Nearly half of all students failed to meet new state curriculum standards last year. But officials have known that students would perform poorly on new tests since 2005, when the Tennessee Board of Education and the Tennessee Department of Education created a task force to review state standards and college readiness.
The task force led Tennessee to join the American Diploma Project (ADP) in 2007. ADP is a network of governors, education leaders and business executives who aim to raise high school standards, curriculum and assessments as well as align academic expectations with the demands of postsecondary education and careers.
Tennessee's Standards Gap
According to a report by Achieve Inc., the founding organization of ADP, students in Tennessee performed below national averages when measured against the standards of the National Assessment of Education Progress (NAEP) — a nationally representative measure of student achievement. For instance, when measured by NAEP benchmarks, only 23 percent of Tennessee’s 8th grade students scored at or above proficient on math tests in 2007, well below the national average of 31 percent — albeit a pitiful yard stick.
The dismal outlook was heightened when Tennessee earned an "F" for Truth in Advertising About Student Proficiency on the U.S. Chamber of Commerce’s Education Report Card. According to an article in The Daily Times, 87 percent of Tennessee students were labeled proficient on state reading tests in 2005, while only 26 percent of these students would have been labeled proficient by NAEP standards. Achievement scores spanned an even larger gap on math tests.
Through an initiative called the Tennessee Diploma Project, the state not only set new benchmarks for measuring academic achievement; it also mandated tougher graduation requirements as well as revised curriculum standards for all grades to reflect college and career-ready skills. Those changes took effect last year. And only two weeks ago, the Tennessee State Board of Education adopted Common Core, a new set of academic standards shared by 48 states.
Prepping the Public
In light of the difficult transition to higher standards, Gov. Phil Bredesen launched a public-awareness campaign led by former U.S. Sen. Bill Frist and the newly formed First to the Top Coalition. Their job has been to raise awareness of the new standards, and the group has tried to precede the state report card that will be released in late September, according to a press release. The state report card will provide district-wide achievement data and a school-by-school breakdown of test scores.
While a recent poll shows that 65 to 69 percent of Tennessee voters support the higher standards, it is still unclear what affect the low test scores will have on federal accountability measures for failing schools in jeopardy of severe state intervention. Likewise, new education legislation mandates that 50 percent of teacher evaluations be based on student achievement data, but the affect of lower achievement scores has not yet been widely discussed.
Equally important is Tennessee's history of low expectations and the subsequent reputation it has earned for setting low standards.

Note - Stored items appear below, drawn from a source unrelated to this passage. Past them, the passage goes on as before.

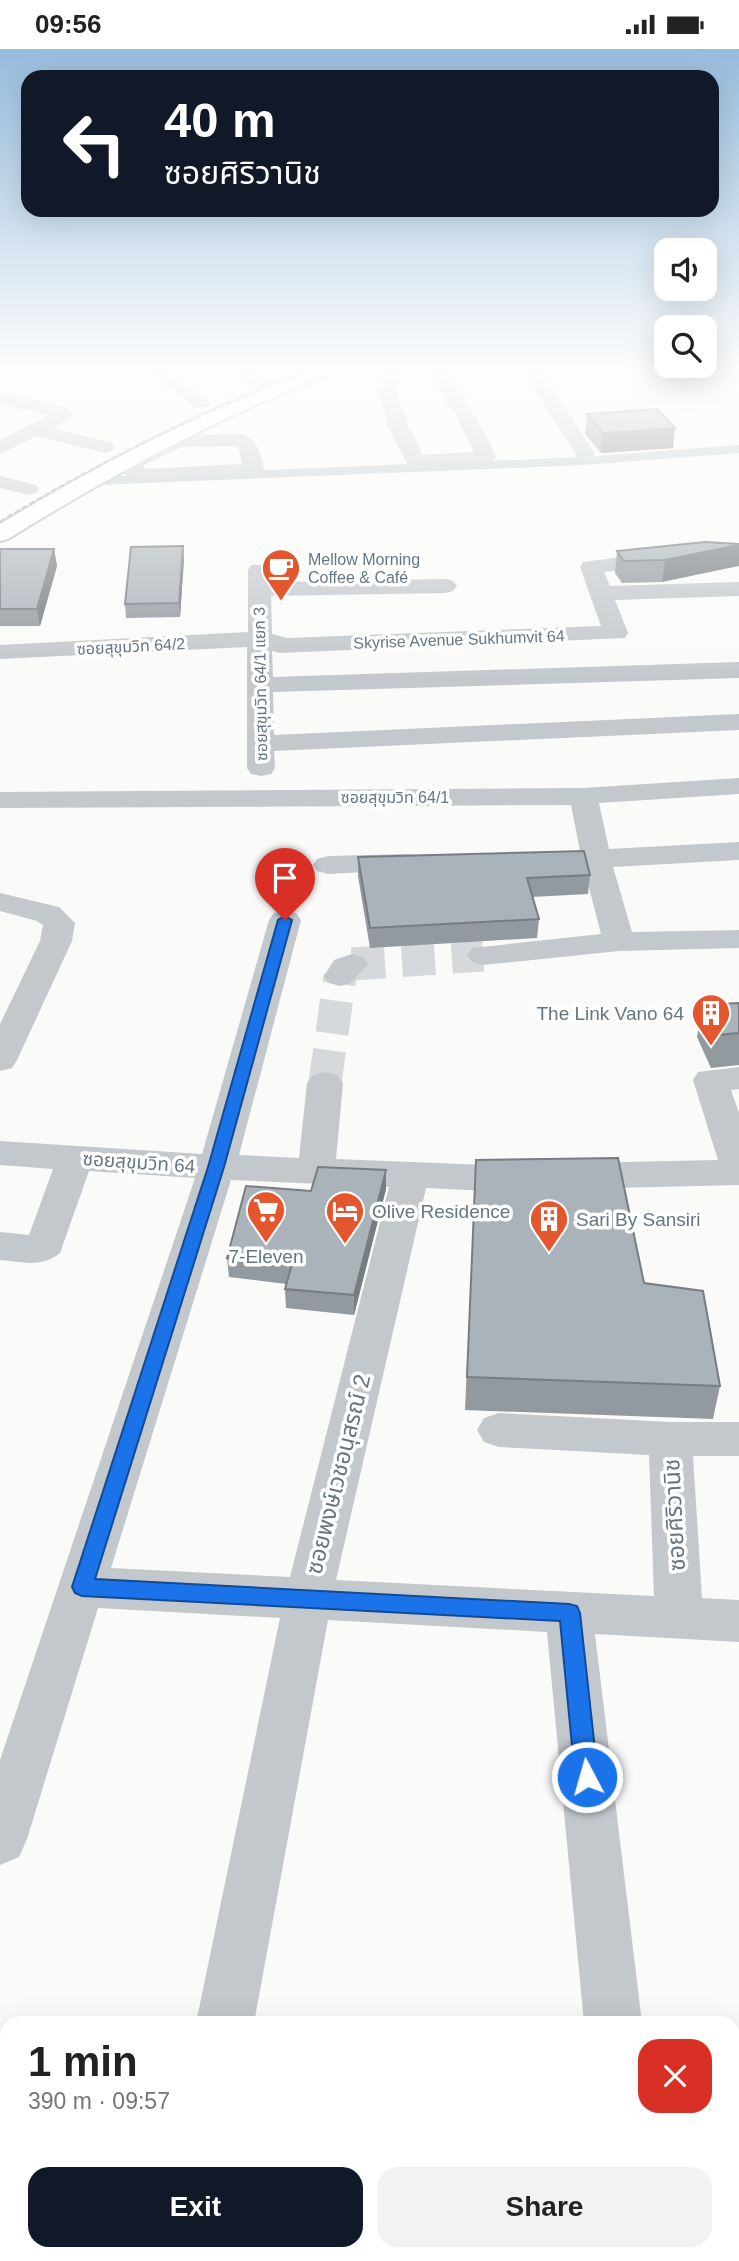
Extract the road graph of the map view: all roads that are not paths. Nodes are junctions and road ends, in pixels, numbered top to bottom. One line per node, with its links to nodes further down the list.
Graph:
1 (109, 473): 6 (main road)
2 (135, 473): 3 (street)
3 (188, 473)
4 (0, 482): 5 (street)
5 (38, 483): 6 (main road); 7 (main road)
6 (63, 496): 8 (main road)
7 (0, 506)
8 (0, 534)
9 (702, 554): 10 (street); 12 (street); 13 (street)
10 (739, 556)
11 (445, 586): 14 (street, ซอยสุขุมวิท 64/1 แยก 3)
12 (731, 590): 13 (street)
13 (599, 593): 14 (street, Skyrise Avenue Sukhumvit 64)
14 (261, 639): 15 (street, ซอยสุขุมวิท 64/2); 17 (street, ซอยสุขุมวิท 64/1 แยก 3)
15 (0, 652)
16 (739, 670): 17 (street)
17 (261, 685): 19 (street, ซอยสุขุมวิท 64/1 แยก 3)
18 (739, 722): 19 (street)
19 (261, 744): 22 (street, ซอยสุขุมวิท 64/1 แยก 3)
20 (739, 786): 21 (street, ซอยสุขุมวิท 64/1)
21 (583, 796): 22 (street, ซอยสุขุมวิท 64/1); 25 (street)
22 (262, 798): 23 (street, ซอยสุขุมวิท 64/1)
23 (0, 800)
24 (739, 851): 25 (street)
25 (596, 859): 26 (street); 32 (street)
26 (542, 860)
27 (435, 863): 28 (street)
28 (328, 865)
29 (0, 902): 34 (street)
30 (285, 920): 39 (street)
31 (739, 939): 32 (street)
32 (619, 942): 33 (street)
33 (482, 955)
34 (0, 1060)
35 (325, 1083): 41 (street)
36 (732, 1097): 40 (street)
37 (0, 1153): 38 (street, ซอยสุขุมวิท 64)
38 (75, 1158): 39 (street, ซอยสุขุมวิท 64); 43 (street)
39 (216, 1167): 41 (street, ซอยสุขุมวิท 64); 47 (street)
40 (739, 1169): 42 (street, ซอยสุขุมวิท 64)
41 (316, 1171): 42 (street, ซอยสุขุมวิท 64)
42 (411, 1174): 48 (street, ซอยพงษ์เวชอนุสรณ์ 2)
43 (0, 1246)
44 (499, 1430): 45 (street)
45 (670, 1439): 46 (street, ซอยศิริวานิช); 50 (street, ซอยศิริวานิช)
46 (739, 1439)
47 (82, 1587): 48 (street); 52 (street)
48 (308, 1599): 49 (street); 53 (street, ซอยพงษ์เวชอนุสรณ์ 2)
49 (569, 1613): 50 (street); 54 (street)
50 (679, 1618): 51 (street)
51 (739, 1621)
52 (0, 1839)
53 (226, 2016)
54 (611, 2016)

With the efforts of the Tennessee State Collaborative on Reforming Education, or SCORE, and the arrival of Volkswagen and Wacker Chemie, education officials have begun rethinking their attitude toward student achievement — connecting economic progress with student achievement. But the new test scores will not go unnoticed, and state officials will have to reckon with Tennessee's public while promoting its workers to a global audience.
"We're finally telling the truth about where we are and where our kids are," Education Commissioner Tim Webb told The Tennesseean. "We just didn't know. Our teachers didn't know. But now they do. And so we will move forward."